On 9 October 1938 Scott married Murray Threipland at Kensington Register Office. Murray Threipland, known as Peter, was an archaeologist who had dug at Ur in Iraq among other sites and a landowner; he was the son of William Murray Threipland. The couple had four boys: David (b. 1939), Andrew (b. 1942), Stuart (b. 1947) and Charles (b. 1953). Peter died suddenly in 1957. Their youngest son, Charles, died aged 16 on 24 January 1970 of leukaemia. Scott killed herself that same day in a hotel in Brighton. She was 56. She is buried at St Isan's Church, Llanishen, Cardiff, Wales. Her third son Stuart, known as Tertius, was married to Claire, first wife of Henry Herbert, 17th Earl of Pembroke. Stuart killed himself on 12 June 2023. Scott was the aunt of Nigel McNair Scott.

==Selected publications==

- 1938. "The Roman villa at Angmering", Sussex Archaeological Collections 79, pp. 3–44 (as Leslie Scott).
- 1939. "Angmering Roman villa. Report on the excavations in 1938", Sussex Archaeological Collections 80, pp. 89–92 (as Leslie Scott).
- 1942–1943. "The excavation of two cairn cemeteries near Hirwaun, Glamorgan", Archaeologia Cambrensis 97, pp. 77-92 (as L. Murray Threipland, co-authored with A. Fox).
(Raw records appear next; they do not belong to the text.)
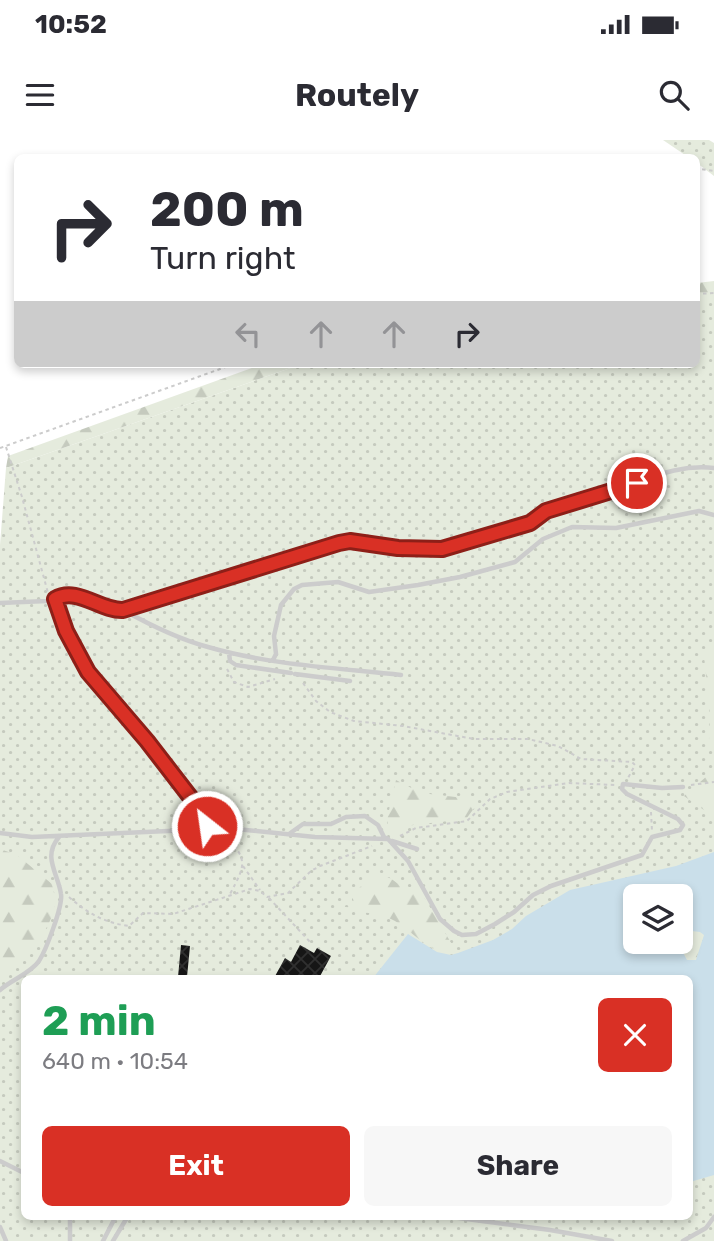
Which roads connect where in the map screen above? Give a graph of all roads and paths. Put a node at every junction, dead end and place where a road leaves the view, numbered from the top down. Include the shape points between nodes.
1 (223, 368) edge
2 (5, 446) junction
3 (0, 448) edge
4 (714, 468) edge
5 (714, 515) edge
6 (53, 599) junction
7 (0, 603) edge
8 (123, 610) junction
9 (229, 653) junction
10 (273, 660) junction
11 (227, 669) dead end
12 (293, 674) junction
13 (401, 675) dead end
14 (350, 681) dead end
15 (714, 782) edge
16 (623, 784) junction
17 (683, 787) joint
18 (651, 807) junction
19 (207, 826) junction
20 (217, 827) junction
21 (0, 833) edge
22 (289, 834) junction
23 (60, 836) junction
24 (653, 836) junction
25 (388, 839) junction
26 (417, 849) dead end
27 (243, 866) junction
28 (260, 891) junction
29 (61, 895) junction
30 (230, 895) junction
31 (267, 897) junction
32 (312, 943) dead end
33 (0, 990) edge
34 (0, 1161) edge
35 (21, 1172) edge
36 (714, 1217) edge
37 (70, 1220) edge
38 (115, 1220) edge
39 (126, 1220) edge
40 (474, 1220) edge
41 (0, 1227) edge
42 (6, 1241) edge
43 (70, 1241) edge
44 (103, 1241) edge
45 (113, 1241) edge
46 (612, 1241) edge
47 (684, 1241) edge

1 - 2 path
2 - 3 path
2 - 6 path via 23,497 45,589
4 - 8 lane via 675,469 455,546 431,550 339,543
5 - 10 lane via 699,511 617,528 572,527 543,540 515,562 410,586 369,592 338,582 302,585 281,606
6 - 7 lane
6 - 8 lane via 73,594
6 - 19 lane via 88,672 147,741 201,811
8 - 9 lane via 187,641
9 - 10 lane
9 - 12 lane via 236,665
10 - 13 lane
11 - 12 path via 234,682 248,687
12 - 14 lane
12 - 16 path via 322,706 354,722 474,739 528,738 558,746 576,758 632,762 634,770
15 - 17 path
16 - 17 lane
16 - 18 lane via 624,791
16 - 25 path via 569,783 507,792 490,799 467,821 416,828
18 - 24 path
18 - 24 lane via 683,825 680,830
19 - 20 lane
19 - 23 lane
20 - 22 lane
20 - 27 path via 240,852
21 - 23 lane
22 - 25 lane
22 - 25 lane via 303,824 331,824 365,816 379,825
23 - 29 lane via 50,857
24 - 25 lane via 642,855 551,886 495,924 462,935 440,919 408,861
25 - 26 lane
25 - 31 path via 320,866 288,893
27 - 28 path
27 - 30 path
28 - 30 path
28 - 31 path
29 - 30 path via 86,912 130,926 143,913 173,914
29 - 33 lane via 40,960
31 - 32 path
34 - 35 lane
36 - 47 lane via 706,1228
37 - 43 lane
38 - 44 lane
39 - 45 lane
40 - 46 lane
41 - 42 lane

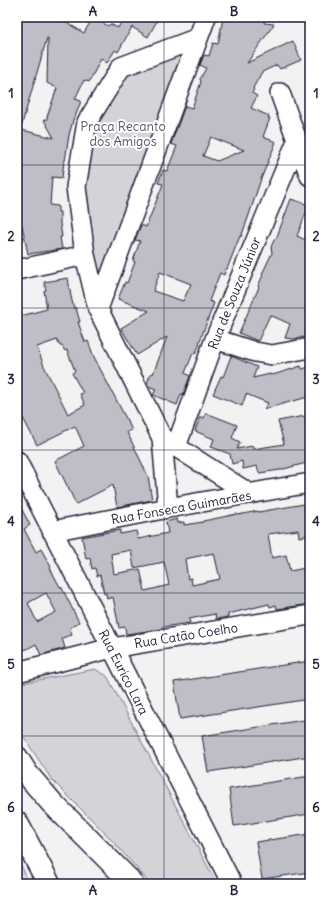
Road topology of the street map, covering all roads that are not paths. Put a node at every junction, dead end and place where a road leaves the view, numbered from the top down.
1 (206, 17) edge
2 (198, 38) junction
3 (280, 93) dead end
4 (297, 141) junction
5 (310, 176) edge
6 (85, 256) junction
7 (17, 270) edge
8 (98, 309) junction
9 (214, 339) junction
10 (310, 348) edge
11 (169, 443) junction
12 (17, 461) edge
13 (310, 483) edge
14 (250, 494) junction
15 (168, 508) junction
16 (52, 531) junction
17 (310, 615) edge
18 (112, 648) junction
19 (17, 672) edge
20 (17, 758) edge
21 (17, 823) edge
22 (49, 884) edge
23 (132, 884) edge
24 (232, 884) edge

1 - 2 street
2 - 6 street
2 - 8 street
3 - 4 street
4 - 5 street
4 - 9 street, Rua de Souza Júnior
6 - 7 street
6 - 8 street
8 - 11 street
9 - 10 street
9 - 11 street, Rua de Souza Júnior
11 - 14 street
11 - 15 street
12 - 16 street, Rua Eurico Lara
13 - 14 street, Rua Fonseca Guimarães
14 - 15 street, Rua Fonseca Guimarães
15 - 16 street, Rua Fonseca Guimarães
16 - 18 street, Rua Eurico Lara
17 - 18 street, Rua Catão Coelho
18 - 19 street, Rua Catão Coelho
18 - 24 street, Rua Eurico Lara
20 - 23 main road
21 - 22 main road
- 1943. "Excavations in Brittany, spring, 1939", The Archaeological Journal 100:1, pp. 128–149 (as Leslie Murray Threipland).
- 1951. "A limestone offering table", in The City of Akhenaten: The Excavations at Tell El Amarna During the Seasons 1926–1927 and 1931–1936. Part III: The Central City and the Official Quarters, vol. 1, London: Egypt Exploration Society, p. 233 (as L. Murray Thriepland [sic], volume by J.D.S. Pendlebury with contributions by J. Černý, H.W. Fairman, H. Frankfort & J. Samson).
- 1951. "Excavations at Dover 1945–1947", Archaeologia Cantiana 64, pp. 30–49 (as Leslie Murray Threipland, co-authored with K.A. Steer).
- 1953. "Part of a Roman lead coffin-lid from Glamorgan", Proceedings of the Society of Antiquaries of London 33:1-2, pp. 72–74 (as L. Murray Threipland).
- 1956. "An excavation at St. Mawgan-in-Pyder, North Cornwall", The Archaeological Journal 113, pp. 33–81 (as Leslie Murray Threipland).
- 1957. "Excavations in Dover", Archaeologia Cantiana 71, pp. 14–37 (as L. Murray Threipland).
- 1959. "Excavations at Caerleon, 1956", Archaeologia Cambrensis 108, pp. 126–143 (as Leslie M. Threipland, co-authored with W.J. Davies).
- 1963. "Excavations beside the north-west gate at Veii, 1957–58. Part II, The pottery", Papers of the British School at Rome 31, pp. 33–73 (as Leslie Murray Threipland).
- 1965. "Caerleon: Museum Street site, 1965", Archaeologia Cambrensis 114, pp. 130–145 (as Leslie M. Threipland).
- 1967. "Excavations at Caerleon, 1966; barracks in the north corner", Archaeologia Cambrensis 116, pp. 23–56 (as Leslie M. Threipland).
- 1968. The Ager Veientanus, north and east of Veii, entire volume of Papers of the British School at Rome 36, (as Leslie Murray Threipland, co-authored with Anne Kahane & John Ward-Perkins).
- 1969. "The Hall, Caerleon 1964: Excavations on the site of the legionary hospital", Archaeologia Cambrensis 118, pp. 86–123 (as L. Murray Threipland).
- 1969. "Veii. A deposit of votive pottery", Papers of the British School at Rome 37, pp. 1–13 (as Leslie Murray Threipland).
- 1970. "A semi-subterranean Etruscan building in the Casale Pian Roseto (Veii) area", Papers of the British School at Rome 38, pp. 62–121 (as Leslie Murray Threipland, co-authored with J.B. Ward-Perkins & Mario Torelli).